Return the lines of the data below exactly. Start at the first and end with the line containing "0 #525156) drop-shadow(-2px".

Dataset entries:
***

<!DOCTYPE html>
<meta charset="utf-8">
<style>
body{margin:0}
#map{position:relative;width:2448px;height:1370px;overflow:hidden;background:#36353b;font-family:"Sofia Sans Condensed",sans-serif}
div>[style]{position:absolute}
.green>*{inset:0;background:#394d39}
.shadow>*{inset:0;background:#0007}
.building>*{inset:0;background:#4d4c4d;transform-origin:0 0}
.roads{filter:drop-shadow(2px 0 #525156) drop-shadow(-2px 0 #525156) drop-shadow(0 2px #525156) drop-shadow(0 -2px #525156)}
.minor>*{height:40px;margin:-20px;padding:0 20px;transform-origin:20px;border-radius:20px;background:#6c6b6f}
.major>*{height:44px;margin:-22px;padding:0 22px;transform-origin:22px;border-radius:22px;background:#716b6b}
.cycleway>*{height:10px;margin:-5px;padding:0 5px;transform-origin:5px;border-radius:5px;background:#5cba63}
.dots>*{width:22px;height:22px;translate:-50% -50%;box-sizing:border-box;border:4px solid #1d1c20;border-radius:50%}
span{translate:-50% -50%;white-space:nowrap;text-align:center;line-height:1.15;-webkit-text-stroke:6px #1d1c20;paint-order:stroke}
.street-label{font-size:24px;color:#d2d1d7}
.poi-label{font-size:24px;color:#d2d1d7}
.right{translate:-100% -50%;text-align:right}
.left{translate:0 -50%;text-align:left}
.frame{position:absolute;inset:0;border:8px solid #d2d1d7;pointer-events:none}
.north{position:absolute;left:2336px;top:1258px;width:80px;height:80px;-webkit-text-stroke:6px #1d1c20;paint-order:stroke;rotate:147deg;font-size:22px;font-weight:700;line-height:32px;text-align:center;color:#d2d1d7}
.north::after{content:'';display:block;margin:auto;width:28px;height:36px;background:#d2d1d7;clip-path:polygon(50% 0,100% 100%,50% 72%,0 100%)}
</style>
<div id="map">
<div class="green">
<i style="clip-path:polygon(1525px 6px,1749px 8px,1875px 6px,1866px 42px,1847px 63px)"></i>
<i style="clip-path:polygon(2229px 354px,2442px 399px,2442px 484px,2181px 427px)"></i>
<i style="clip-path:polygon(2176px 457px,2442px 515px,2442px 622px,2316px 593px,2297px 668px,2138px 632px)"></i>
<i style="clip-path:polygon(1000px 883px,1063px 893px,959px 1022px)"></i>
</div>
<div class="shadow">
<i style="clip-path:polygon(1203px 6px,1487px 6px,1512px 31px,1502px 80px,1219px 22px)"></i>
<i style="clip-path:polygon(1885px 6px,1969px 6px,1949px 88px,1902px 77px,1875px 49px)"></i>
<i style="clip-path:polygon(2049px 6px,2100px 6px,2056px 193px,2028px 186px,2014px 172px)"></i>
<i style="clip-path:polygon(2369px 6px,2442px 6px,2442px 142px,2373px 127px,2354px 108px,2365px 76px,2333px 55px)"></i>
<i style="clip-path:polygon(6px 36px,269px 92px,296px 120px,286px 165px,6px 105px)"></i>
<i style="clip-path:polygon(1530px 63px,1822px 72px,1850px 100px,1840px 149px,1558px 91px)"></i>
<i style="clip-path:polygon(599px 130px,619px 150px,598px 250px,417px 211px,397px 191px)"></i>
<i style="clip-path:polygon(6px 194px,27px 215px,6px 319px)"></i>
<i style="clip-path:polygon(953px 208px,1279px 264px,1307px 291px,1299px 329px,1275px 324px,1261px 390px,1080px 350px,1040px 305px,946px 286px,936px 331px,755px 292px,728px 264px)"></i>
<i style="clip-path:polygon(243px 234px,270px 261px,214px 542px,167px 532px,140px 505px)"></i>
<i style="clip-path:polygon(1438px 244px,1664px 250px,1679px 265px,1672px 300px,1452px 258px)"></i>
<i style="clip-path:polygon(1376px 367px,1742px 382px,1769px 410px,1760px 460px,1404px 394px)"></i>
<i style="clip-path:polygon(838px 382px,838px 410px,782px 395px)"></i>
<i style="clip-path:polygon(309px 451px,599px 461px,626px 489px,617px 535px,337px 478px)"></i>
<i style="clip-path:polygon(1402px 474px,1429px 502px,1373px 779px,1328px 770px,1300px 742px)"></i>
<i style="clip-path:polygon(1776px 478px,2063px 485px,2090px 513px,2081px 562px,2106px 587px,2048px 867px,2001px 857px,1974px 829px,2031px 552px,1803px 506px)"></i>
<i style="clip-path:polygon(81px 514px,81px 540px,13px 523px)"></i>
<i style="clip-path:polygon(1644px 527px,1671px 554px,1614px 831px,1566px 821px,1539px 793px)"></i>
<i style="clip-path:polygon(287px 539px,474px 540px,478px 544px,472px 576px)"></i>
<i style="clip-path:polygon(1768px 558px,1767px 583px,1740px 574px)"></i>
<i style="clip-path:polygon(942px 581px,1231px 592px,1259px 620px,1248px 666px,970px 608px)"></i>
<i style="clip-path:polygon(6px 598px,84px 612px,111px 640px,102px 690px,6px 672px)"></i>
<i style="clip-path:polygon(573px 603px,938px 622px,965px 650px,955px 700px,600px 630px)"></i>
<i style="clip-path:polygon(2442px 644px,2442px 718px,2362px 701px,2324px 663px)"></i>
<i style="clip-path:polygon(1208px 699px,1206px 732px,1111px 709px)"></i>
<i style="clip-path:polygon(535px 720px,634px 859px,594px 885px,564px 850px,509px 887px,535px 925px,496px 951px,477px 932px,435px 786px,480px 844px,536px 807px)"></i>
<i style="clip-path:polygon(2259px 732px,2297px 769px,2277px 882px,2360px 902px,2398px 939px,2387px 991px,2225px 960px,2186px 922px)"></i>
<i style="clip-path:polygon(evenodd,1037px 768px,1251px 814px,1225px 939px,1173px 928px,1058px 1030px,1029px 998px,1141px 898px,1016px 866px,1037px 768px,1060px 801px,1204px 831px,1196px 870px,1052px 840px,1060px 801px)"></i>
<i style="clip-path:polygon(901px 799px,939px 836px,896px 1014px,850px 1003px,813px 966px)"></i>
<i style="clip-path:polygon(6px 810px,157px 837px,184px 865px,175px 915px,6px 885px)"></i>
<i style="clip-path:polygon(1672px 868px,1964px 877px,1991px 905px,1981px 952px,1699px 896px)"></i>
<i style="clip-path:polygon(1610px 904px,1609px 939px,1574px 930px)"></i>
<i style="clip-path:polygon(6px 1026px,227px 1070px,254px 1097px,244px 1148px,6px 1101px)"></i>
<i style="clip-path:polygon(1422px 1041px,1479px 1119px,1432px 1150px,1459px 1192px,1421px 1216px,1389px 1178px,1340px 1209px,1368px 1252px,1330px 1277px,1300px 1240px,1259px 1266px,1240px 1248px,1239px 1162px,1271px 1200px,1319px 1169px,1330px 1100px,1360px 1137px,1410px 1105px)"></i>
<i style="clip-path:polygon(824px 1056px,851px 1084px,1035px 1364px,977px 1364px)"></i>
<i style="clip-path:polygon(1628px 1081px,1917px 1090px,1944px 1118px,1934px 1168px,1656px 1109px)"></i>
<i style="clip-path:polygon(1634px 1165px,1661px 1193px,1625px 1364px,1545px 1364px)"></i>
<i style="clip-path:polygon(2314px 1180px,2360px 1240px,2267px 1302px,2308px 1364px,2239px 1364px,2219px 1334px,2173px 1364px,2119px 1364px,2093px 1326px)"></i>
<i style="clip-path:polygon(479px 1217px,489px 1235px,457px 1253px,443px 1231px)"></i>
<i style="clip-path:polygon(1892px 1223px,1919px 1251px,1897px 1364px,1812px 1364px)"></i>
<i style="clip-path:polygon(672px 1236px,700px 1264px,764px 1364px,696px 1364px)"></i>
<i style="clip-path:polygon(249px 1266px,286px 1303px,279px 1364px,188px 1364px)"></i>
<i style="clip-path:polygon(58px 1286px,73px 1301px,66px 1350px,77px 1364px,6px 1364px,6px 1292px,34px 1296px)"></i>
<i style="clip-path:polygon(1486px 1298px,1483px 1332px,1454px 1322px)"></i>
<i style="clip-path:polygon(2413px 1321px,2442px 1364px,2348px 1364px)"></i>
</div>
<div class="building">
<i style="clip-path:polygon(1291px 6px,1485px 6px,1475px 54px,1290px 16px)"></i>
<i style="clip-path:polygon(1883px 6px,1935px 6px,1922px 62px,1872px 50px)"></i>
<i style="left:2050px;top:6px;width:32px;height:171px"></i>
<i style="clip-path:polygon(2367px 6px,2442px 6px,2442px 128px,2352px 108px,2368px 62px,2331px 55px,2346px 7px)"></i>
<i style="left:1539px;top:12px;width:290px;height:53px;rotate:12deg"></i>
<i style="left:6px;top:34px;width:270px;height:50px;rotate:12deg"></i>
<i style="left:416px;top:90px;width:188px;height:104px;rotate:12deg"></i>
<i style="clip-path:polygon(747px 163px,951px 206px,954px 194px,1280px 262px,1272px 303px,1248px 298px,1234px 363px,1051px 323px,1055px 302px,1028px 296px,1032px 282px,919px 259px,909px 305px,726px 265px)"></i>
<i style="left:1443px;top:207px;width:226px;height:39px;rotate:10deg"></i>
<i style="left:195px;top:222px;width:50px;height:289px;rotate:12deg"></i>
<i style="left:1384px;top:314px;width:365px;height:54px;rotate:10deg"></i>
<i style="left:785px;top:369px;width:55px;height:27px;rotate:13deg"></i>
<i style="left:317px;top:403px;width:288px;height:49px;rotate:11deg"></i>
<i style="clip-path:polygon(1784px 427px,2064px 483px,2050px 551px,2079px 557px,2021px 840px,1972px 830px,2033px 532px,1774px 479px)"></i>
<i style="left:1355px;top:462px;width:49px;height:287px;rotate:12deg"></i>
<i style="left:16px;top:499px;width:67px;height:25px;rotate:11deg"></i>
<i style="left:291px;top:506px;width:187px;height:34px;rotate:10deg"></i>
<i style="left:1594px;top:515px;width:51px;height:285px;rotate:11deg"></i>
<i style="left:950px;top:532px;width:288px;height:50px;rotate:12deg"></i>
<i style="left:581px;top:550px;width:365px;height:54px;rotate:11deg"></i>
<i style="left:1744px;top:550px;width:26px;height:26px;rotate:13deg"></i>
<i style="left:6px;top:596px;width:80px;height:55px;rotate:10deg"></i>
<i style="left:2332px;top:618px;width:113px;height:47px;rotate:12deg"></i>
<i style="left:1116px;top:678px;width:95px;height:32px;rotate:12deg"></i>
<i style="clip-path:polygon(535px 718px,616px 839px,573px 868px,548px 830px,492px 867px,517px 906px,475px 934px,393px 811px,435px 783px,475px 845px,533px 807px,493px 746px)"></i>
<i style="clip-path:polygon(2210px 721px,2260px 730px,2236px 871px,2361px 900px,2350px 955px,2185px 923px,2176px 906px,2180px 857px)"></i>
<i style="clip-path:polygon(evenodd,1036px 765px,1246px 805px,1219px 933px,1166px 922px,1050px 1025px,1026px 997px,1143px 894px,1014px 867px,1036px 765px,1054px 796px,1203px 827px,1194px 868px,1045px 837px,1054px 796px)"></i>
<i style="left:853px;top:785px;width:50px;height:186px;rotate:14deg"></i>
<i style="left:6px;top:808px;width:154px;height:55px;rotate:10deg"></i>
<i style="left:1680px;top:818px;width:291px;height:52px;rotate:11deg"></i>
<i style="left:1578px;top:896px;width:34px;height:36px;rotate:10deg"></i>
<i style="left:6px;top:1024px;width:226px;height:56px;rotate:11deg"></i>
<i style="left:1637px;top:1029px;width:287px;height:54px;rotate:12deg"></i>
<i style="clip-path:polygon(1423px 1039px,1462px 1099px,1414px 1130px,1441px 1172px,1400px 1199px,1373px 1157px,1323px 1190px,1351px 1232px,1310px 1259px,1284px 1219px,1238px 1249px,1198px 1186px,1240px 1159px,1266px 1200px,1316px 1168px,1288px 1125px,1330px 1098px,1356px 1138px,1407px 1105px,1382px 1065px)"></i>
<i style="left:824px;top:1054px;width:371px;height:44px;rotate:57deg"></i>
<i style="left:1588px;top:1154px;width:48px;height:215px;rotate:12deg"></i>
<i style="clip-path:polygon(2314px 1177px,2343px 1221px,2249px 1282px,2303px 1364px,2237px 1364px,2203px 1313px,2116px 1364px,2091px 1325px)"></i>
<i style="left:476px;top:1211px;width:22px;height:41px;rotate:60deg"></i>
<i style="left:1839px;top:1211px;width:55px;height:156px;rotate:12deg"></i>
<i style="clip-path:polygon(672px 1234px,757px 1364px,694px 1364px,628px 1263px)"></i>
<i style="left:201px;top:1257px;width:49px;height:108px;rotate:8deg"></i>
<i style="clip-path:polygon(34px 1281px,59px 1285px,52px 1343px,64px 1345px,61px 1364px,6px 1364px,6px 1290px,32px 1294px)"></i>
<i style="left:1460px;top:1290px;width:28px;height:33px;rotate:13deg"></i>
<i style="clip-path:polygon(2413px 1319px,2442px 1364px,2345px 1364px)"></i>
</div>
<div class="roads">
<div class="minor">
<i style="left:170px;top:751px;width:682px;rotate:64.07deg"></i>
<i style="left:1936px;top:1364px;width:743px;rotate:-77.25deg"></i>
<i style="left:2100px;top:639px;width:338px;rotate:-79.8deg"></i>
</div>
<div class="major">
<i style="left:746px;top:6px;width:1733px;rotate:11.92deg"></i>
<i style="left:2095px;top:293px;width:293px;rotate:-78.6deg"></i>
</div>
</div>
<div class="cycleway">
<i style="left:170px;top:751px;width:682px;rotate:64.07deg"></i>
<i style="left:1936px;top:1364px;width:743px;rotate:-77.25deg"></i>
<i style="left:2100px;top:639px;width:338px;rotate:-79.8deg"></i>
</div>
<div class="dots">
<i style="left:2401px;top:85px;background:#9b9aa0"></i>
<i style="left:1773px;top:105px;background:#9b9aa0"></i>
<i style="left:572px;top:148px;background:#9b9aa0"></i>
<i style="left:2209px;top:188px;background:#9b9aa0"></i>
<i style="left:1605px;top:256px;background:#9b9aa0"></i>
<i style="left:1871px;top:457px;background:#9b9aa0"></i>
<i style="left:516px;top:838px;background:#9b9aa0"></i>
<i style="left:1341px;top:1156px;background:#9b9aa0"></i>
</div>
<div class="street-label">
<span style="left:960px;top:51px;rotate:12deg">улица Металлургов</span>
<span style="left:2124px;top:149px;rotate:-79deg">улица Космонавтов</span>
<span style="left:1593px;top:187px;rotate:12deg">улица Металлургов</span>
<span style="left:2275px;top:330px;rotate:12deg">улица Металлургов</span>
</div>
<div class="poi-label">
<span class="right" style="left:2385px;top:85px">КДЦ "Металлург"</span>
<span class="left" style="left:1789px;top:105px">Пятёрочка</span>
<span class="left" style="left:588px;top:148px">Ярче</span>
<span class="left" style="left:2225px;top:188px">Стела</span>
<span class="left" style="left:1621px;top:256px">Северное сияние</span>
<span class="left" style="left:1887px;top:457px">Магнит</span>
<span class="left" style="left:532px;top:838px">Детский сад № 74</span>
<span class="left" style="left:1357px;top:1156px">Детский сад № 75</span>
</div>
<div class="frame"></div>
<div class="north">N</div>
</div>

***

▶ _Reply to the task_
<!DOCTYPE html>
<meta charset="utf-8">
<style>
body{margin:0}
#map{position:relative;width:2448px;height:1370px;overflow:hidden;background:#36353b;font-family:"Sofia Sans Condensed",sans-serif}
div>[style]{position:absolute}
.green>*{inset:0;background:#394d39}
.shadow>*{inset:0;background:#0007}
.building>*{inset:0;background:#4d4c4d;transform-origin:0 0}
.roads{filter:drop-shadow(2px 0 #525156) drop-shadow(-2px 0 #525156) drop-shadow(0 2px #525156) drop-shadow(0 -2px #525156)}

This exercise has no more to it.